DC performance was only one of many subjects covered in the 2006 survey, which was conducted by Georgia Southern University and Supply Chain Visions. The study also collected data on what activities DC managers measure and how they measure them, which we then analyzed by type of industry, supply chain structure, and overall corporate strategy. (Download a copy of the full results of the 2006 survey.)
Annual performance review
So how well are America's DCs performing these days? It appears that they're continuing to make strides. Operating statistics provided by the survey respondents confirmed that DC performance in 2006 compared favorably to 2005's. As Exhibit 1 shows, performance (as measured against 14 key metrics) either held steady or improved. In only one case (units picked per hour) did performance dip. More encouraging still, the areas where improvements were made all centered on customer service: percentage of orders shipped complete, average time from order placement to order shipment, fill rate per line, order fill rate, and order picking accuracy. But that's only part of the story. Comparing a DC's performance against benchmarks—whether industry averages or "best practices"—provides an incomplete picture of its service at best. The true test is how the customer perceives the service.
To learn as much as possible about how well DCs are serving their customers, we used two different data-gathering approaches—one direct and one not so direct. The first was to simply ask respondents how their customers rated their DCs' performance. To be precise, the survey asked them to indicate how their customers viewed their performance in five key customer-focused areas—fill rate, ontime delivery, percentage of orders shipped complete, percentage of accurate invoices, and percentage of perfect orders. The responses proved to be a model of consistency. In every case, close to 80 percent of the respondents said their customers considered their performance to be either "average" or "above average."
Statistically, of course, it's highly improbable that 80 percent are actually performing at an average or above-average level. But it's not impossible. It seems safe to assume that the study's respondent base—members of a professional association like WERC and/or regular readers of professional journals like DC VELOCITY—is skewed toward the highest-performing segment of the industry.
It's also possible, however, that some of the respondents have stumbled into what we call the 50-percent trap. To explain the 50-percent trap, we like to use the analogy of how parents interpret their children's grades.

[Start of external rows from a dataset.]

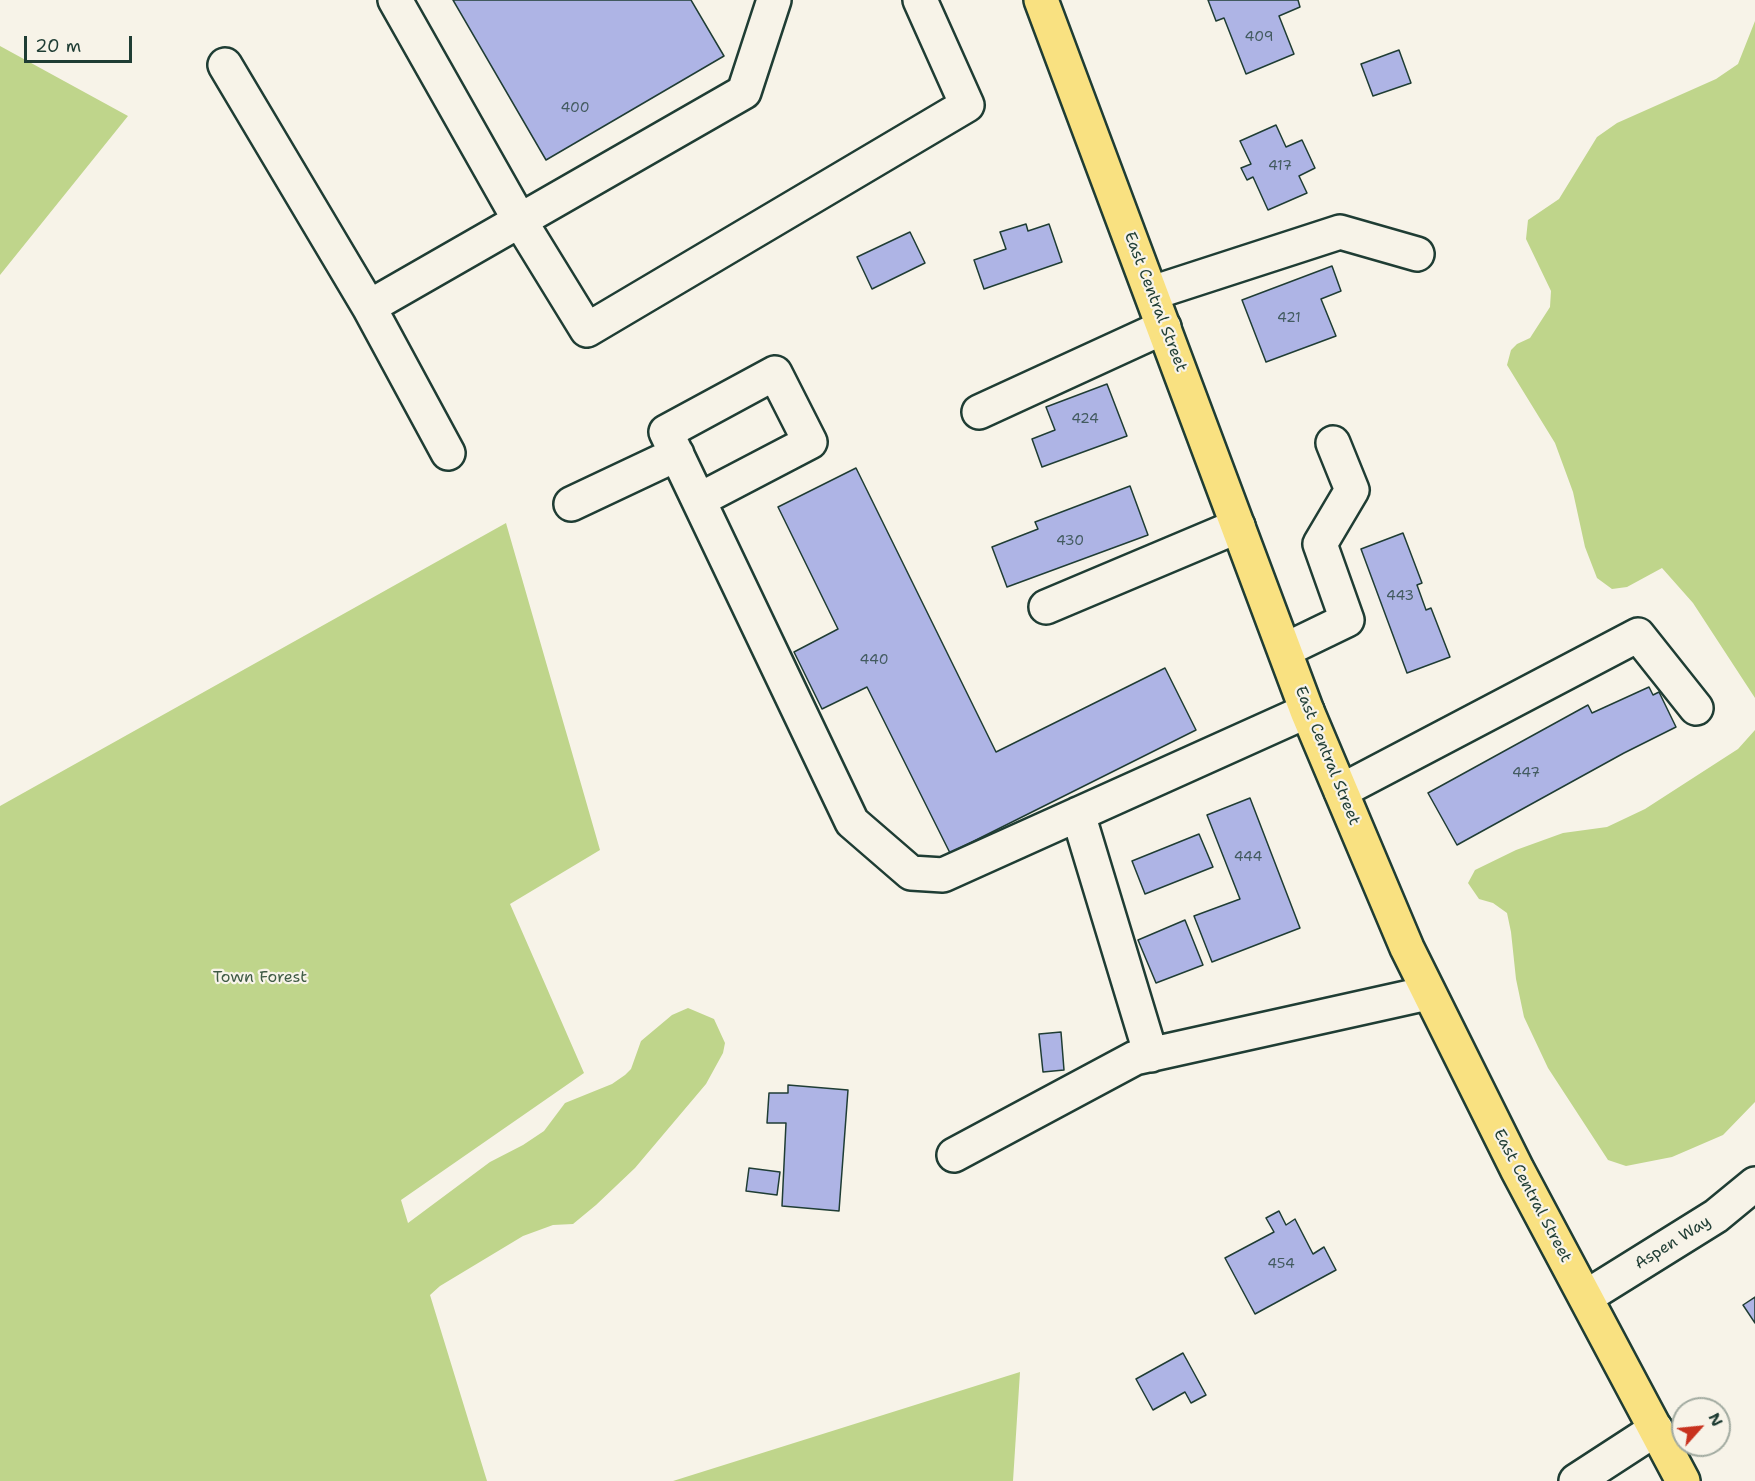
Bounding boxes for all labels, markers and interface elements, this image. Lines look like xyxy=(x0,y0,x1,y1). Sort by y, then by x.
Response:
scale bar xyxy=(27,24,135,62)
house number: 409 xyxy=(1245,29,1273,45)
text: 20 m xyxy=(35,34,81,58)
house number: 400 xyxy=(560,100,590,116)
house number: 417 xyxy=(1268,158,1292,174)
street label: East Central Street xyxy=(1119,229,1191,375)
house number: 421 xyxy=(1277,310,1301,326)
house number: 424 xyxy=(1071,411,1099,427)
house number: 430 xyxy=(1056,533,1084,549)
house number: 443 xyxy=(1386,588,1414,604)
house number: 440 xyxy=(860,652,888,668)
street label: East Central Street xyxy=(1290,684,1364,828)
house number: 447 xyxy=(1512,765,1540,781)
house number: 444 xyxy=(1234,849,1262,865)
park label: Town Forest xyxy=(213,968,307,988)
street label: East Central Street xyxy=(1489,1126,1575,1266)
street label: Aspen Way xyxy=(1631,1212,1715,1274)
house number: 454 xyxy=(1267,1256,1295,1272)
north arrow xyxy=(1671,1397,1731,1457)
text: N xyxy=(1703,1409,1728,1430)

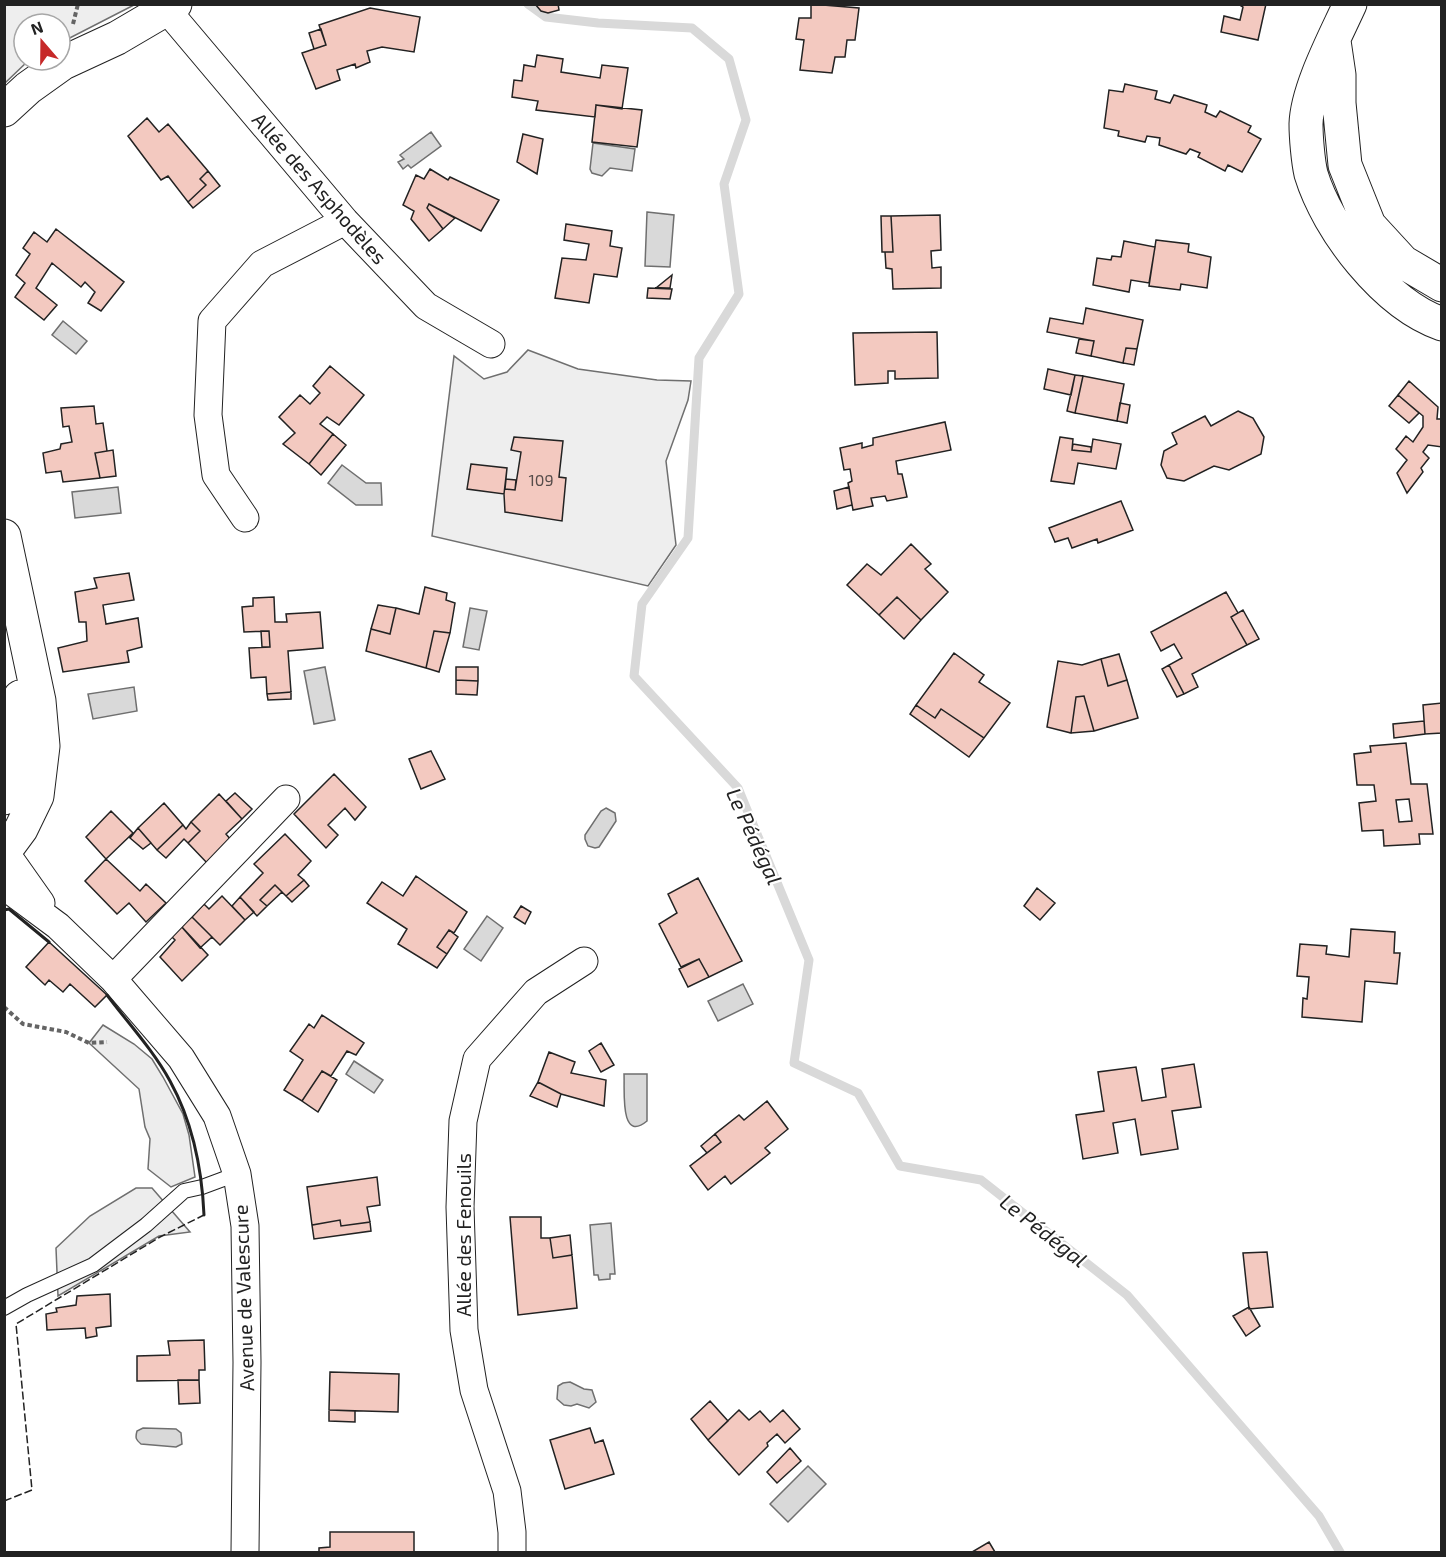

When presented with an all-Bs report card, most parents assume that their offspring are average, if not above-average, students. But that's not a realistic assumption.
In any given class, 50 percent of all students perform at an above-average level and 50 percent below average. It's unlikely, however, that half the class is receiving As or Bs and the other half Cs or Fs; the grades are far more likely to be clustered in the middle. So while parents may think their B students are average, the reality is that the B, and particularly the B minus, students are actually performing well below the 50th percentile mark.
And so it may be with warehouse or DC performance. Managers may not be aware of it (or willing to admit it), but the fact remains that nationwide, 50 percent of all facilities— though perhaps not those represented in our survey—are performing below the midpoint level.
The POI doesn't lie
Recognizing that the respondents might have difficulty providing an objective assessment, we also tried a second, less direct, approach to determining how well DCs are serving their customers. Using the performance data respondents had provided, we calculated the respondents' compos- ite score on what's known as the Perfect Order Index (POI).
The Perfect Order Index is a widely recognized measure that incorporates four critical customer service elements: order completeness, timeliness, condition and documentation. In other words, to be considered perfect, an order must arrive complete, be delivered on time, arrive free of damage, and be accompanied by the correct invoice and other documentation.
To calculate a given company's score on the Perfect Order Index, you simply take those four metrics (expressed as percentages) and multiply them together. For instance, a supplier that ships 95 percent of its orders complete, 95 percent on time, 95 percent damage-free and with the correct documentation 95 percent of the time would earn a score of 81.5 percent (95 x 95 x 95 x 95).
So how did the respondents' DCs score on the Perfect Order Index? As Exhibit 2 shows, the composite results were a less-than-perfect 84.46 percent. What this means is that slightly more than 15 percent of all orders shipped are marred by some sort of failure.
What's "on time" anyway?
As for what accounts for those "failures," the survey data suggest that part of the problem may be confusion (or disagreement) among DCs and their customers about whether orders are "on time" or not. It may sound like a simple enough determination, but our survey indicates otherwise.
To begin with, there's the distinction between shipped on time and delivered on time. DCs are much more likely to interpret "on time" as meaning shipped on time than delivered on time. That stands to reason. It's far easier for a DC to document when an order leaves its dock than to obtain reliable data on when it's delivered.
Customers, however, look at it differently. They're not so much interested in when an order leaves the supplier's dock or what happens to it along the way as in when it arrives. For most customers, "on time" means delivered on time. But even if DCs could be persuaded to abandon the "ontime shipment" metric in favor of "on-time delivery," there's still another problem. Even the customers themselves don't agree on what constitutes an "on-time" delivery. Nearly 69 percent of the survey respondents reported that their various customers defined "on-time delivery" differently.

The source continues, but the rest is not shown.